A Passage To Bollywood, koreografisini Ashley Lobo’nun üstlendiği, Hindistanlı bir ekip olan Navdhara Indian Dance Theatre tarafından sahneye konulan bir müzikal. Mumbai’li ekip yirmi iki genç ve yetenekli dansçıdan oluşuyor. Ekip, Batı dansının fiziksel yöntemleri ile geleneksel Hint dansını birleştirerek yeni bir biçim araştırmasına girmiş. Sonucunda ise oldukça orantılı, melez bir biçimle oyunu sahnelemiş. Batılı tekniklerin geleneksel Hint danslarıyla yoga, meditasyon gibi araçlarla birleştirilerek sunulduğu bir şölen çıkmış ortaya. Hem klasik hem de çağdaş Bollywood şarkılarının kullanıldığı gösteride dekor oldukça minimal ve atmosfer arka plandaki projeksiyon aracılığıyla veriliyor. Dekorun projeksiyon aracılığıyla kullanılması fazlasıyla dikkat çekiyor. Turneye oldukça uygun gibi görünen bu model, bu kadar büyük bir projeksiyon için oldukça basit ve üzerine düşülmemiş görünüyor. Kostümler, oldukça göz alıcıydı. Tamamen klasik Hint giyiminden ilhamla dikilen kostümler, renkli bir şölen gibi sunuluyordu seyirciye.
A Passage To Bollywood, alımlayıcısına klasik bir sevgi ve dostluk hikayesi sunuyor.
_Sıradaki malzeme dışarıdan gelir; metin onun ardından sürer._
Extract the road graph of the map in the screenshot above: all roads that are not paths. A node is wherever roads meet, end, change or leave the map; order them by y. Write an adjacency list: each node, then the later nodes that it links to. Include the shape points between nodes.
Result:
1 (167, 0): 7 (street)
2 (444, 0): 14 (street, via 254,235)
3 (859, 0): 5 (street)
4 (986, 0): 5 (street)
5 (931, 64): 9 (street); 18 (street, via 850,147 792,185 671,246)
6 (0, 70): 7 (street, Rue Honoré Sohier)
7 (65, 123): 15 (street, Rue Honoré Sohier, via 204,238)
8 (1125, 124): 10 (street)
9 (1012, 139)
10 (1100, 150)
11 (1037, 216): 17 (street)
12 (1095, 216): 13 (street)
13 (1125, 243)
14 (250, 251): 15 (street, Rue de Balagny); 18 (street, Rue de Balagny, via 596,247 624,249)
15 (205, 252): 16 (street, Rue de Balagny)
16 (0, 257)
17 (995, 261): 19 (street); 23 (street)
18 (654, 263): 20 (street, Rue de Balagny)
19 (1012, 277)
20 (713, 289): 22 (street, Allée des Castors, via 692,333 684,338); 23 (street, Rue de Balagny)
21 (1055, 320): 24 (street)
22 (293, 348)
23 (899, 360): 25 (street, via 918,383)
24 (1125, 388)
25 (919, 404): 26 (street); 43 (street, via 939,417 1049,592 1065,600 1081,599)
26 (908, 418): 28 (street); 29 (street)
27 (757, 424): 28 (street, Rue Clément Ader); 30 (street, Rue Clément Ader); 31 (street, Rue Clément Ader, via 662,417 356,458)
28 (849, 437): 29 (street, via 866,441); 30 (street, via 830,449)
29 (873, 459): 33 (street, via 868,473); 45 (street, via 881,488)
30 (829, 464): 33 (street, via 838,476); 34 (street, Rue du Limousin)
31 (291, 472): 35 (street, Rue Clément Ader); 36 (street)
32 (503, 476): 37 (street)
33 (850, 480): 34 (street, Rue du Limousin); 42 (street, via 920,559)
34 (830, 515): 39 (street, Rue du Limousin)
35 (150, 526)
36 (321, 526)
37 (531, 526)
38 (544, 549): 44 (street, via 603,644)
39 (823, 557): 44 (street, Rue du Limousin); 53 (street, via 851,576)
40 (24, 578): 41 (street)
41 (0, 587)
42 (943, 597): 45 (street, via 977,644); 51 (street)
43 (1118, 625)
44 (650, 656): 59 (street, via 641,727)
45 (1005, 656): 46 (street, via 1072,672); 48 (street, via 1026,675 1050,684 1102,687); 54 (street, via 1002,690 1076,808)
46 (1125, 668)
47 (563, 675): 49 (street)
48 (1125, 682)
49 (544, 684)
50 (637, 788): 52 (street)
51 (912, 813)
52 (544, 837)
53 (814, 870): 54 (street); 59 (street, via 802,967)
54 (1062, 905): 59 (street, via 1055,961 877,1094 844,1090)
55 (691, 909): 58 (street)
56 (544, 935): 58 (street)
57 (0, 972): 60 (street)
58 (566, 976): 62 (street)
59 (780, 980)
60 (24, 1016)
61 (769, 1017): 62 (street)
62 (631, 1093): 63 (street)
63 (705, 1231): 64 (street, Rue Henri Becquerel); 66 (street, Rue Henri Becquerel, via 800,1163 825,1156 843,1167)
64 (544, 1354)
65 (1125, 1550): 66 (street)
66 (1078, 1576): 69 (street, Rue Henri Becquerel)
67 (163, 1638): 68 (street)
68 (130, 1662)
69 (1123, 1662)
Hayallerini gerçekleştirmek için Mumbai’ye doğru yola çıkan bir çocuğun hayalini takip etmesi hikayesi ve rüyalarındaki kadınla kurduğu ilişki ele alınıyor. Oyun, kompakt bir hikâye sunsa da klasikleşmiş romantik ve drama dayalı bir anlatıyı ele alıyor. Bu bağlamda, tam anlamıyla bir Bollywood anlatısını aktardığı söylenebilir. Hikâye, geleneksel müzikler ve danslar eşliğinde seyircisini hızla içeri çekiyor.
A Passage To Bollywood, seksen dakika süren, eğlenceli bir yapıt. Hint şarkıları farklı bir kültürün kulağını sahneye taşırken, batı danslarıyla harmanlanmış Hint dansları ise seyirciye farklı bir kapı açıyor. Fakat basit hikayesi, üzerine düşülmemiş reji ve dekoruyla Bodrum Bale Festivali gibi uzun yıllardır gerçekleşen bir festivale ve çoğu prodüksiyonu geçen bilet fiyatına yakışmayan bir oyun oluyor.